I was born in Long Island, New York.  I came out of my mother’s vagina singing and dancing.  Always putting on a show, I dreamed of becoming a famous actor. That is until Britney Spears came out and I dyed my hair blonde, had my belly button pierced, got some red pleather pants and vowed to be a pop star. Getting a record deal in high school, I moved to LA alone and worked on my album. I realized it wasn’t all it was cracked up to be and got into comedy because that’s easier, right? I was the youngest graduate of the Second City conservatory and performed with them for five years. I also performed with Groundlings, UCB, ImprovOlympic and did stand up all over opening for some pretty big performers.  Getting close to some major parts, but not getting them I decided to go to nutrition school to have the backup plan I always swore off.  After living in LA for 8 years, I moved back to New York still working on everything that inspires me.


Age: 27

Twitter: @elissarrr

Facebook: www.facebook.com/elissarrr or www.facebook.com/honestehealth 

Email: elissa@elissarosenthal.com

What I Do, Job-wise: Holistic Health Coach/Comedian 

What I Do, Fun-wise: Improv, cooking, dancing like no one is watching for REAL.

My Motto: "The sweet isn’t as sweet without the sour” & “Be the change you want to see in the world.”

The First Movie Star I Ever Had A Crush On: Leonardo Dicaprio. Titanic came out when I was 13, I saw it 4 times in the theater, bought every book every written on him and truly believed one day we would be married. 

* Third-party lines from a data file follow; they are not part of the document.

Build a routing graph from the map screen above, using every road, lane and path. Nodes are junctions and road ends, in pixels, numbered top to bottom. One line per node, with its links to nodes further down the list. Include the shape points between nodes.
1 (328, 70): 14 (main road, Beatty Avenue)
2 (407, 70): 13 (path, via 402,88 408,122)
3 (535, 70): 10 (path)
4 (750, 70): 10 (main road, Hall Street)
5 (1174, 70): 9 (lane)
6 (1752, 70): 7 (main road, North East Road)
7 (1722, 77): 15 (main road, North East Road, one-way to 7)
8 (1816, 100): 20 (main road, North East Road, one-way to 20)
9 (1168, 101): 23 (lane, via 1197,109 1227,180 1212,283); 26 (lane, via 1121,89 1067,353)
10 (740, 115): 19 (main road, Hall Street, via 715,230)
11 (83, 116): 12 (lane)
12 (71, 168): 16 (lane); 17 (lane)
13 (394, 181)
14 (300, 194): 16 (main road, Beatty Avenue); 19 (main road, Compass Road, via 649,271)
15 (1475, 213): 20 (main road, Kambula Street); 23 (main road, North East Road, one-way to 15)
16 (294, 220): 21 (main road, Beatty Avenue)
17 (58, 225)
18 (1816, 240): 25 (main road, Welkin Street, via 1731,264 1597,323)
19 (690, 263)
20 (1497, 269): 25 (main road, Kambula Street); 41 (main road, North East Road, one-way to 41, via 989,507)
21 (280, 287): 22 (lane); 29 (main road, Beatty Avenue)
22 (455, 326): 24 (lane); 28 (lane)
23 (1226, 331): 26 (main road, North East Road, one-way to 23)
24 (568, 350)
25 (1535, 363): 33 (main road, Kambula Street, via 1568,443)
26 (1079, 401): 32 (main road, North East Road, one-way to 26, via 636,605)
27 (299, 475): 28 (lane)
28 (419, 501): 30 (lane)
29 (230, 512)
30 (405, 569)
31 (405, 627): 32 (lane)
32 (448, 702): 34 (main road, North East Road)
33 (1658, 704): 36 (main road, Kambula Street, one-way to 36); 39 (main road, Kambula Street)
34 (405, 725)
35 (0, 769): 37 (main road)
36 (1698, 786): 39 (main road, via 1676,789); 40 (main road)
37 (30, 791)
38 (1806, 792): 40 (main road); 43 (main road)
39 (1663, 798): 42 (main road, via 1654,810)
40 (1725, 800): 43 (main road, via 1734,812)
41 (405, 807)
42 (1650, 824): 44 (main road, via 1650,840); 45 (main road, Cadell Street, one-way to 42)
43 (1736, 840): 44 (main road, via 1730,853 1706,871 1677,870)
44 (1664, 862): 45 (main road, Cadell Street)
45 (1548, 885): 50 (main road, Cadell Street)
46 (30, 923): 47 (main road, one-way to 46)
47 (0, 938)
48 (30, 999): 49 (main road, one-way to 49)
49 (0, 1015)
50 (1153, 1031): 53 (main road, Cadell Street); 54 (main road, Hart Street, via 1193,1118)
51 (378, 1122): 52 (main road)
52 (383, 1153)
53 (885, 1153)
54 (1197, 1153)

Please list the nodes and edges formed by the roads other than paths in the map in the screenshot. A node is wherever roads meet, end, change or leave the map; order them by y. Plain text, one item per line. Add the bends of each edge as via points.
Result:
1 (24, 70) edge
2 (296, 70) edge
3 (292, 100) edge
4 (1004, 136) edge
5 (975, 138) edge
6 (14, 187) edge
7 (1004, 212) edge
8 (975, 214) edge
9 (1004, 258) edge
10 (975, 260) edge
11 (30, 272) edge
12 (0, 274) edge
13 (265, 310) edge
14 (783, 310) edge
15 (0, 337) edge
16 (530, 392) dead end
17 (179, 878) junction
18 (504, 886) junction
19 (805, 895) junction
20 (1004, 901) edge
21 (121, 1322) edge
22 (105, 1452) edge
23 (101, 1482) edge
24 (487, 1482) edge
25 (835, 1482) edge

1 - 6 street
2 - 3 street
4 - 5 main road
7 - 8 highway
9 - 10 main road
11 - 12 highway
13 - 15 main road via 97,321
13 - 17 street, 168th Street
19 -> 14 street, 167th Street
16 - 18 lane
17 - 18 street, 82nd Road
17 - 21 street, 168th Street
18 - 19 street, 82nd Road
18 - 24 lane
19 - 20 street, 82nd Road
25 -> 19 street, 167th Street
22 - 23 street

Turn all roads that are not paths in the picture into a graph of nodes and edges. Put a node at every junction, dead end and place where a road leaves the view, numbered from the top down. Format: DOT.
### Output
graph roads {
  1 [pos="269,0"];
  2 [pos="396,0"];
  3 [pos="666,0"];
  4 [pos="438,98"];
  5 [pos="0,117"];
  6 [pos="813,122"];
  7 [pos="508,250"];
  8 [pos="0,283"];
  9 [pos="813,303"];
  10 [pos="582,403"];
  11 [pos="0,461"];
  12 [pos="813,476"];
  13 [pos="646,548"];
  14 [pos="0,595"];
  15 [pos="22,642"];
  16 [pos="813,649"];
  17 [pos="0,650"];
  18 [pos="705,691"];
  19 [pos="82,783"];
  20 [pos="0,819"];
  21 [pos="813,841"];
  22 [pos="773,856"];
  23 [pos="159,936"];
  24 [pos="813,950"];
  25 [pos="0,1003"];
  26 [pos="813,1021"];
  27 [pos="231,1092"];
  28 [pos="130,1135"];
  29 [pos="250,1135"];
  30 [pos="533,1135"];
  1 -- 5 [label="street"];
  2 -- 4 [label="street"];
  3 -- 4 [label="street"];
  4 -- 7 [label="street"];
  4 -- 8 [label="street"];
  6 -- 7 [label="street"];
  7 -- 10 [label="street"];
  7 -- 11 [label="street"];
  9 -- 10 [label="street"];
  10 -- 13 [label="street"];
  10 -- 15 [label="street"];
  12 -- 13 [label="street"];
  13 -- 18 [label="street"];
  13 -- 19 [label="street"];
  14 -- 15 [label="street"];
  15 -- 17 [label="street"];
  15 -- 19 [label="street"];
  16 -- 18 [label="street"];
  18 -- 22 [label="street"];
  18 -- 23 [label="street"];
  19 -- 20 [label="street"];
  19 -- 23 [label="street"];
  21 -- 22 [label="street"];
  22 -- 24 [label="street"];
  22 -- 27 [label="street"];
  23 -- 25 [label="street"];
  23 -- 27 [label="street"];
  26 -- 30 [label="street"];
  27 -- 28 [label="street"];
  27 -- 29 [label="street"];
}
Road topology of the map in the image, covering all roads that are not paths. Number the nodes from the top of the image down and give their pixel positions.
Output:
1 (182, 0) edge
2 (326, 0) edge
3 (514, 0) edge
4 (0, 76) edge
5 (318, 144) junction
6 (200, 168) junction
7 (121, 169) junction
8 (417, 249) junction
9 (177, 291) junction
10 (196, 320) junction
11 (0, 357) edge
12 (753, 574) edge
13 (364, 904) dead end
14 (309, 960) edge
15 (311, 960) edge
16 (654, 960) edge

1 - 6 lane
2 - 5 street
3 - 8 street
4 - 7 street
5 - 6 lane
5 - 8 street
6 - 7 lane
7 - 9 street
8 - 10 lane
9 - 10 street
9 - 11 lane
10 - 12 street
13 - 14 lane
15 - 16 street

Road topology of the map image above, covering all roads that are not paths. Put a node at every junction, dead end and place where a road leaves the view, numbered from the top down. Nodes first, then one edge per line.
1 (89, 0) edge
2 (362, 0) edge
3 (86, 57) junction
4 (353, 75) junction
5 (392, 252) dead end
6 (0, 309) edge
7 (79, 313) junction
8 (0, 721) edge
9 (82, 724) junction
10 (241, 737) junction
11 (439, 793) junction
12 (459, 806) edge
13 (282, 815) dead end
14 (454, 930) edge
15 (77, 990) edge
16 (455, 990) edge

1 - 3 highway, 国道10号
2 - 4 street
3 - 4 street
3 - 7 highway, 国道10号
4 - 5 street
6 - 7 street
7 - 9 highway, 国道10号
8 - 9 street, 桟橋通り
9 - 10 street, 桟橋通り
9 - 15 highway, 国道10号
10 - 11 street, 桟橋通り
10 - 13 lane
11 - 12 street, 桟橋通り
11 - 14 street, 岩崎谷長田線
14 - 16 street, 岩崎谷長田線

The Most Played Song On My iTunes: RADIOHEAD, “Pyramid Song”…but actually at the moment “Teenage Dream” by Katy Perry because inside I’m actually 17 and it reminds me of a guy I recently met.

Last Book I Read Without Skimming Any Parts: “Integrative Nutrition” by Joshua Rosenthal. Read it! Know the truth about what we eat!

My Most Worn Item of Clothing: Frye Boots! They are so comfortable and last forever. 

Beauty Products That I Hoard: Fresh- Ancienne Crème! , Moroccan Oil, Carols Daughter Body Scrub. The list goes on. I’m super vain.

I smell like: Angel by Thierry Mugler and sadly sometimes garlic.

I Have Faked An Orgasm (Yes/No): Kind of one time…not in the moment, but afterwards when they asked I was like, “Ummmmm yeah”?